Which lines of the data below hold "Domänenstraße"? Copy each of them.

(Records drawn from a dataset)
--

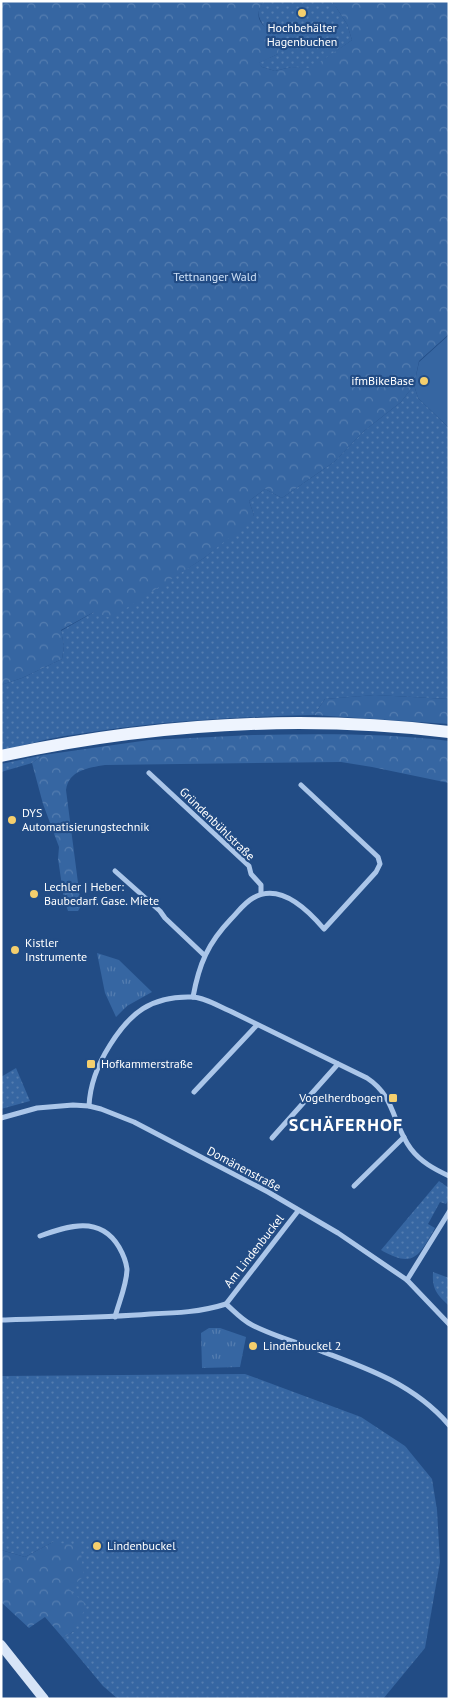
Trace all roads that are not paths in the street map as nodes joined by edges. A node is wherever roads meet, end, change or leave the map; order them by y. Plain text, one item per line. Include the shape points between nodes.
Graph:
1 (449, 732) edge
2 (1, 756) edge
3 (149, 773) dead end
4 (301, 785) dead end
5 (115, 871) dead end
6 (261, 894) junction
7 (204, 955) junction
8 (193, 997) junction
9 (257, 1025) junction
10 (338, 1064) junction
11 (194, 1092) dead end
12 (89, 1106) junction
13 (1, 1118) edge
14 (404, 1137) junction
15 (272, 1138) dead end
16 (449, 1176) edge
17 (354, 1186) dead end
18 (298, 1211) junction
19 (449, 1212) edge
20 (40, 1236) dead end
21 (407, 1280) junction
22 (226, 1304) junction
23 (115, 1317) junction
24 (1, 1320) edge
25 (449, 1324) edge
26 (449, 1425) edge
27 (1, 1645) edge
28 (44, 1699) edge

1 - 2 main road via 323,723 208,726 82,740
3 - 6 street, Gründenbühlstraße via 249,866 251,874 261,885
4 - 6 street via 378,857 380,864 324,929 298,903 278,894
5 - 7 street
6 - 7 street via 245,904 222,928
7 - 8 street
8 - 9 street via 211,1002
8 - 12 street via 157,1001 143,1008 121,1028 98,1067 90,1089
9 - 10 street
9 - 11 street
10 - 14 street via 367,1078 382,1090
10 - 15 street
12 - 13 street, Domänenstraße via 73,1104 37,1108
12 - 18 street, Domänenstraße via 150,1130
14 - 16 street via 419,1158
14 - 17 street
18 - 21 street, Domänenstraße via 338,1233
18 - 22 street, Am Lindenbuckel
19 - 21 street
20 - 23 street via 81,1225 109,1234 122,1253 127,1270
21 - 25 street, Domänenstraße
22 - 23 street, Am Lindenbuckel via 187,1312
22 - 26 street, Am Lindenbuckel via 251,1325 394,1381 432,1406
23 - 24 street, Am Lindenbuckel
27 - 28 main road

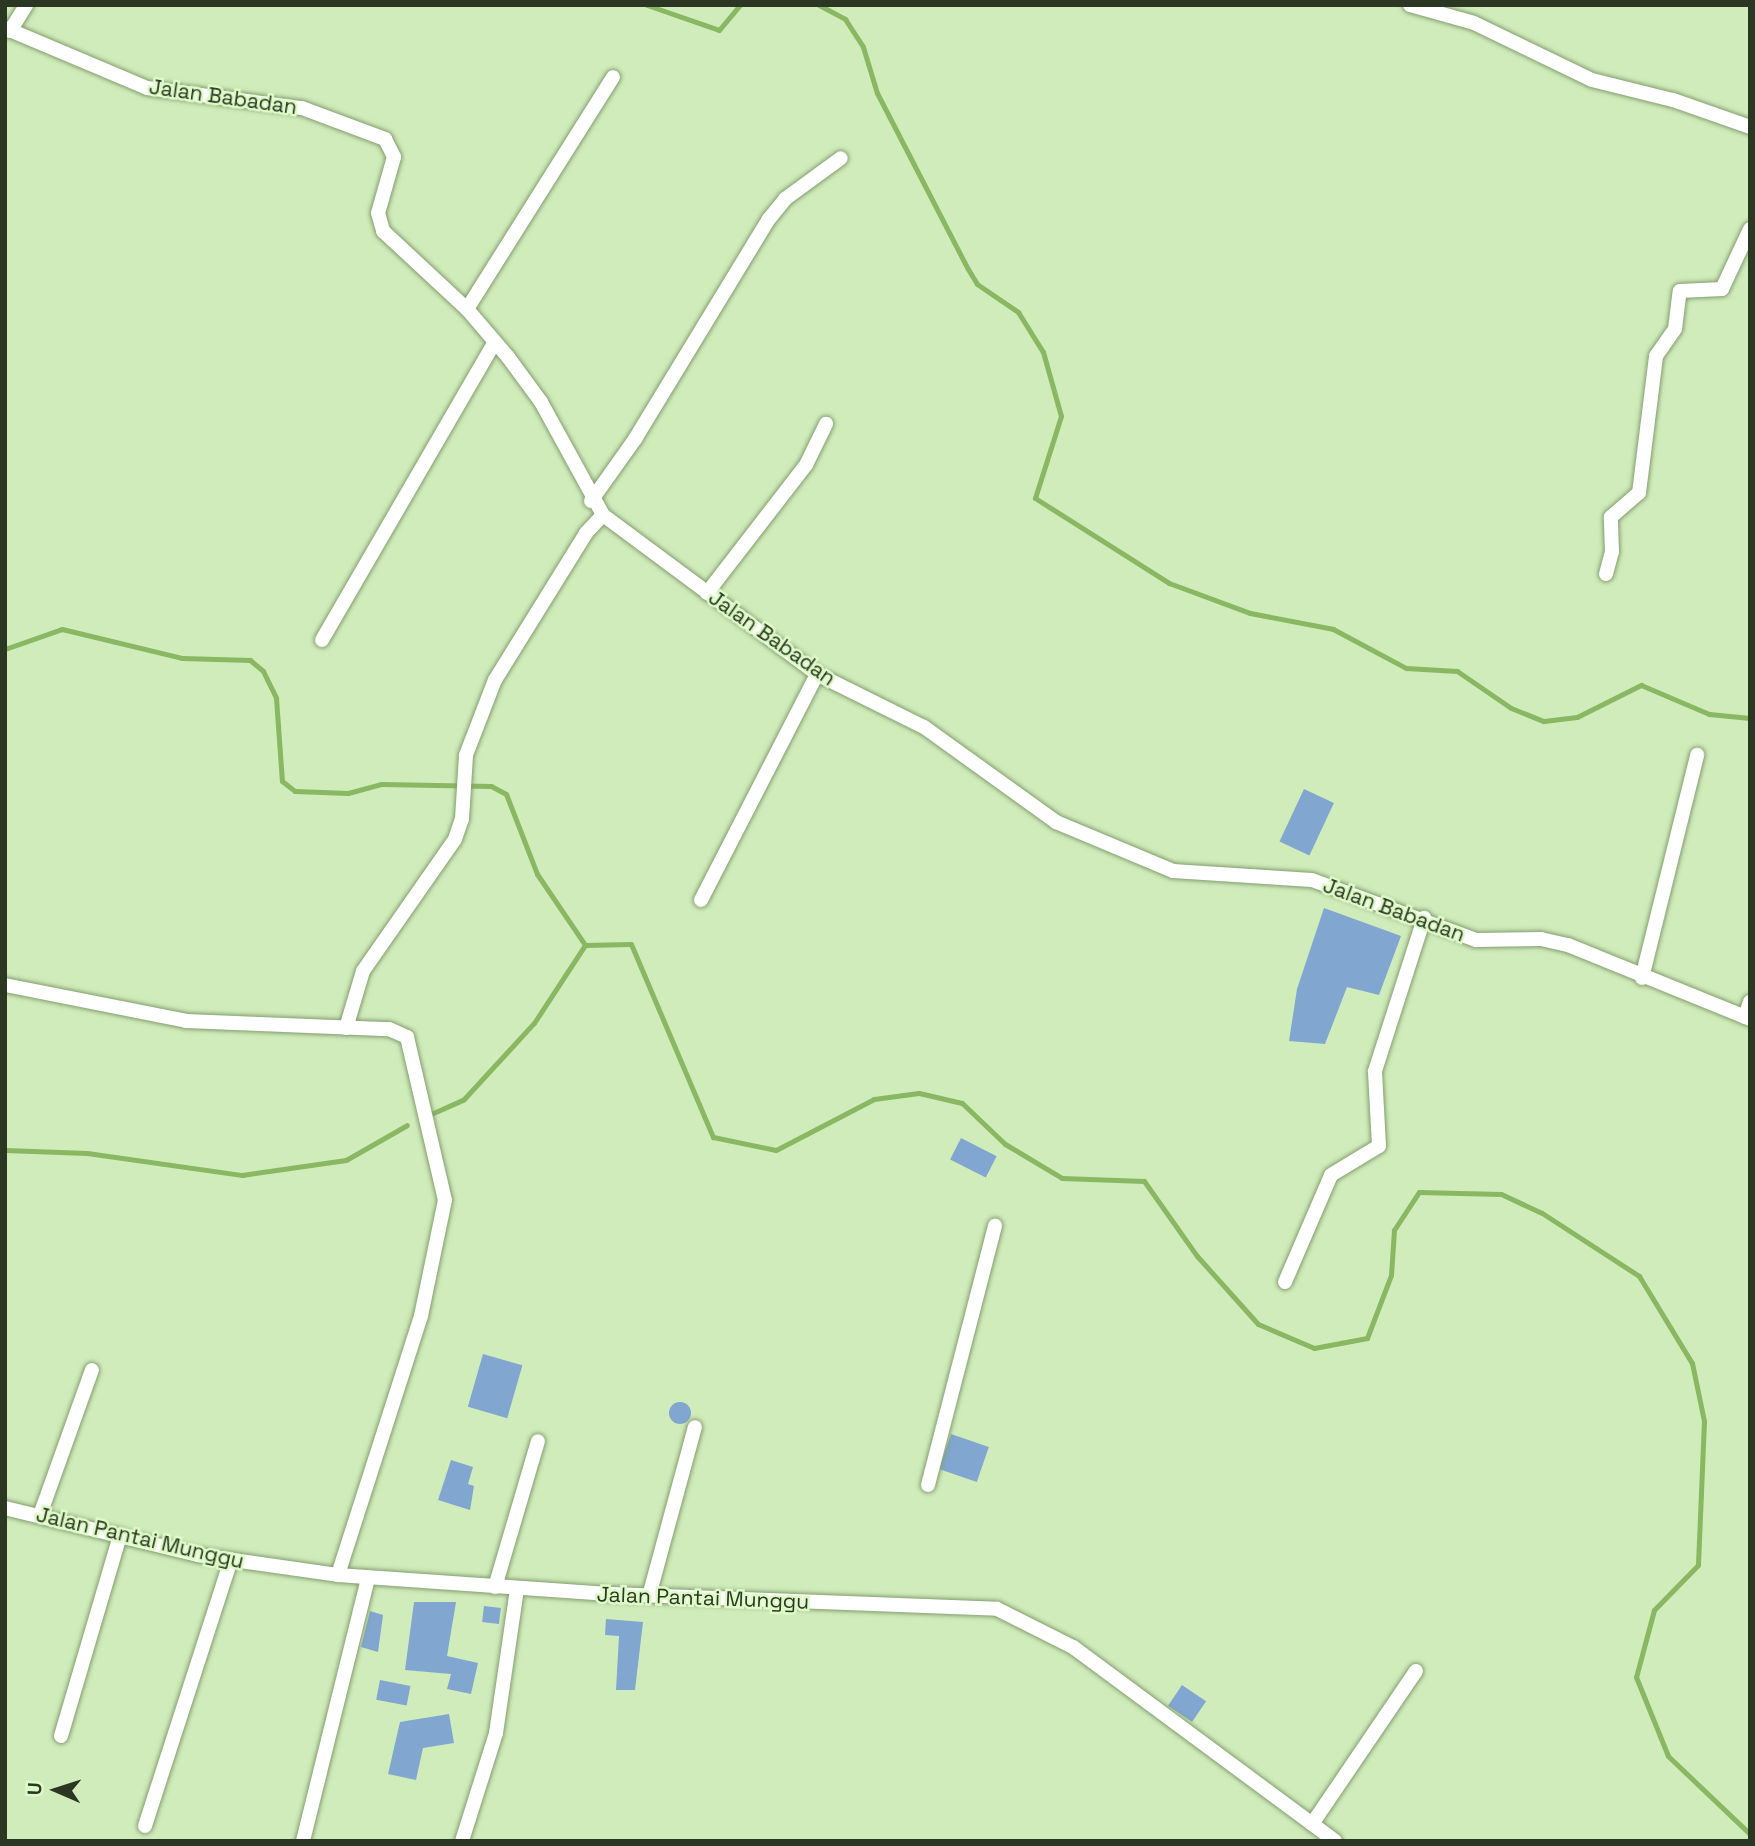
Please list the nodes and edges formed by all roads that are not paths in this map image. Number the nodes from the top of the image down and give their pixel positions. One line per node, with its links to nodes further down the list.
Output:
1 (26, 5): 3 (street)
2 (1410, 5): 5 (street)
3 (8, 29): 8 (street, Jalan Babadan)
4 (614, 77): 8 (street)
5 (1750, 127)
6 (841, 158): 11 (street)
7 (1750, 229): 13 (street)
8 (467, 309): 9 (street, Jalan Babadan)
9 (494, 343): 11 (street, Jalan Babadan); 15 (street)
10 (826, 424): 14 (street)
11 (591, 501): 12 (street, Jalan Babadan)
12 (603, 515): 14 (street, Jalan Babadan); 24 (street)
13 (1606, 574)
14 (707, 593): 16 (street, Jalan Babadan)
15 (322, 640)
16 (817, 674): 18 (street); 19 (street, Jalan Babadan)
17 (1697, 755): 20 (street)
18 (701, 901)
19 (1424, 918): 20 (street, Jalan Babadan); 26 (street)
20 (1642, 978): 23 (street, Jalan Babadan)
21 (5, 985): 24 (street)
22 (1750, 1002): 23 (street)
23 (1748, 1018)
24 (346, 1028): 35 (street)
25 (995, 1225): 30 (street)
26 (1284, 1282)
27 (92, 1370): 32 (street)
28 (695, 1427): 39 (street)
29 (538, 1441): 37 (street)
30 (928, 1485)
31 (5, 1508): 32 (street, Jalan Pantai Munggu)
32 (40, 1515): 33 (street, Jalan Pantai Munggu)
33 (120, 1535): 34 (street, Jalan Pantai Munggu); 41 (street)
34 (231, 1560): 35 (street, Jalan Pantai Munggu); 43 (street)
35 (338, 1575): 36 (street, Jalan Pantai Munggu)
36 (368, 1578): 37 (street, Jalan Pantai Munggu); 44 (street)
37 (495, 1587): 38 (street, Jalan Pantai Munggu)
38 (517, 1589): 39 (street, Jalan Pantai Munggu); 45 (street)
39 (649, 1595): 42 (street, Jalan Pantai Munggu)
40 (1416, 1671): 42 (street)
41 (61, 1736)
42 (1312, 1824): 46 (street, Jalan Pantai Munggu)
43 (145, 1826)
44 (303, 1841)
45 (462, 1841)
46 (1335, 1841)

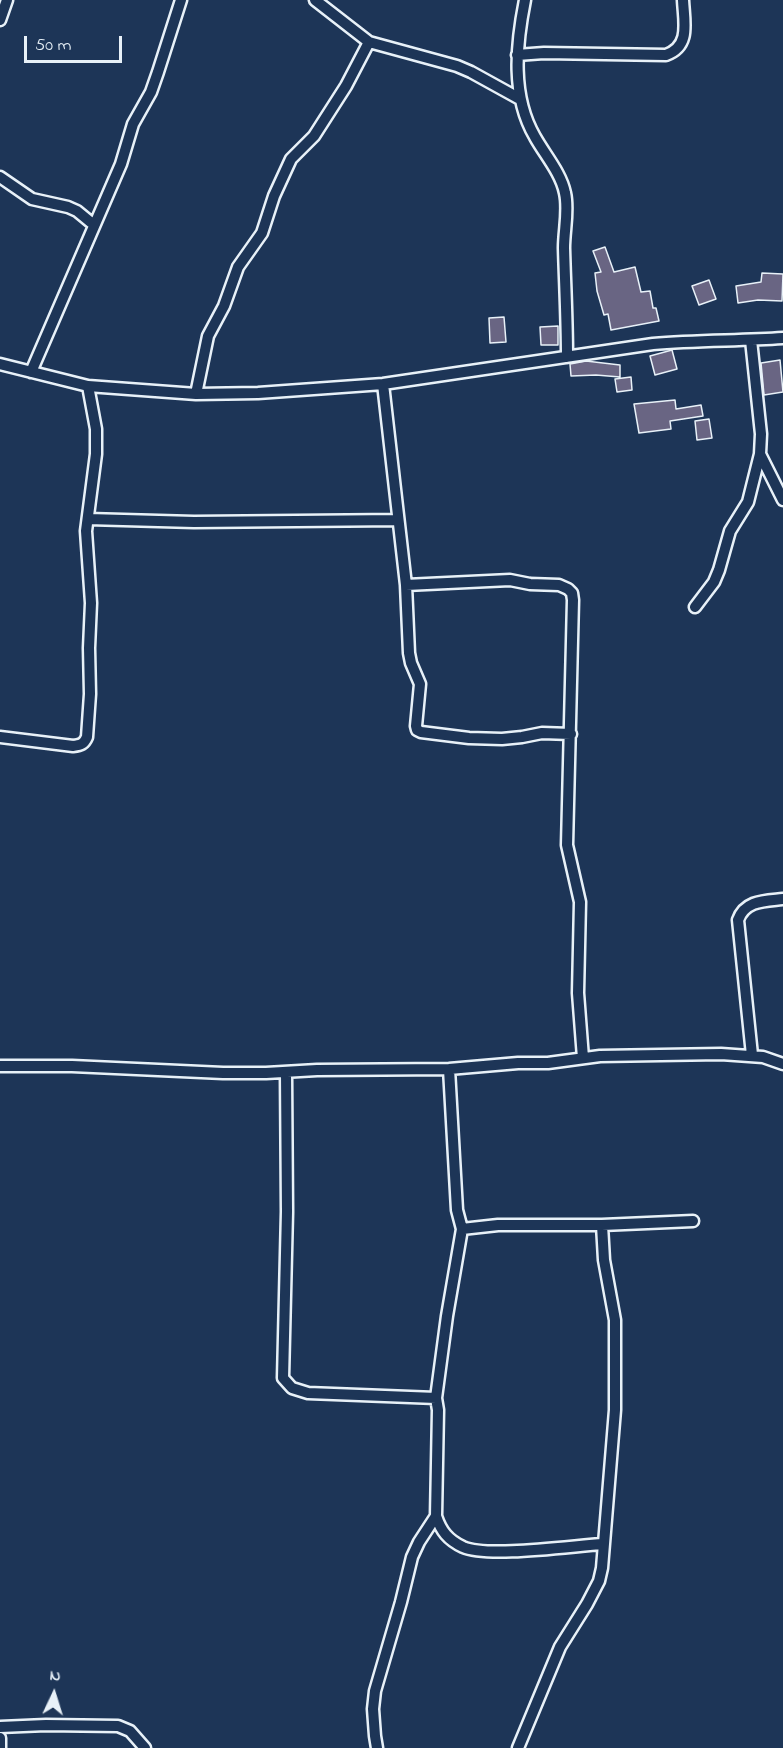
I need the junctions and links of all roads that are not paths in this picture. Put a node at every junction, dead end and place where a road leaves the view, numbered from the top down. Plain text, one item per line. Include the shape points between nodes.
1 (8, 0) edge
2 (181, 0) edge
3 (315, 0) edge
4 (525, 0) edge
5 (683, 0) edge
6 (0, 20) edge
7 (369, 42) junction
8 (517, 55) junction
9 (520, 99) junction
10 (0, 177) edge
11 (94, 225) junction
12 (783, 338) edge
13 (751, 340) junction
14 (567, 357) junction
15 (0, 364) edge
16 (31, 372) junction
17 (383, 384) junction
18 (88, 386) junction
19 (196, 394) junction
20 (760, 454) junction
21 (783, 500) edge
22 (88, 519) junction
23 (398, 520) junction
24 (405, 585) junction
25 (695, 607) dead end
26 (571, 734) junction
27 (0, 737) edge
28 (783, 899) edge
29 (752, 1055) junction
30 (583, 1058) junction
31 (783, 1064) edge
32 (0, 1066) edge
33 (449, 1070) junction
34 (286, 1072) junction
35 (693, 1221) dead end
36 (602, 1225) junction
37 (462, 1228) junction
38 (436, 1398) junction
39 (436, 1516) junction
40 (603, 1544) junction
41 (0, 1727) edge
42 (0, 1738) edge
43 (0, 1748) edge
44 (145, 1748) edge
45 (377, 1748) edge
46 (518, 1748) edge

1 - 6 street
2 - 11 street via 151,92 133,124 121,164
3 - 7 street
4 - 8 street
5 - 8 street via 684,39 681,46 666,55
7 - 9 street via 457,66
7 - 19 street via 314,136 291,159 262,233 238,267 208,336
8 - 9 street
9 - 14 street via 525,120 565,192
10 - 11 street via 32,199 69,207
11 - 16 street
12 - 13 street
13 - 14 street via 696,340
13 - 20 street
14 - 17 street
15 - 16 street
16 - 18 street
17 - 19 street
17 - 23 street
18 - 19 street
18 - 22 street via 96,454
20 - 21 street
20 - 25 street via 748,502 730,531 714,582
22 - 23 street
22 - 27 street via 90,694 85,742 73,746
23 - 24 street
24 - 26 street via 409,653 420,684 417,730 502,739 542,732
24 - 26 street via 502,580 568,589 573,600
26 - 30 street via 567,845 580,902 578,993
28 - 29 street via 754,903 740,912 738,920
29 - 30 street
29 - 31 street
30 - 33 street
32 - 34 street
33 - 34 street
33 - 37 street via 457,1210
34 - 38 street via 283,1378 292,1388 308,1393
35 - 36 street
36 - 37 street
36 - 40 street via 615,1320 615,1410
37 - 38 street
38 - 39 street
39 - 40 street via 449,1539 479,1551
39 - 45 street via 412,1557 375,1691
40 - 46 street via 599,1581 560,1647
41 - 44 street via 118,1726 130,1731
42 - 43 street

--

Reply:
12 - 13 street, Domänenstraße via 73,1104 37,1108
12 - 18 street, Domänenstraße via 150,1130
18 - 21 street, Domänenstraße via 338,1233
21 - 25 street, Domänenstraße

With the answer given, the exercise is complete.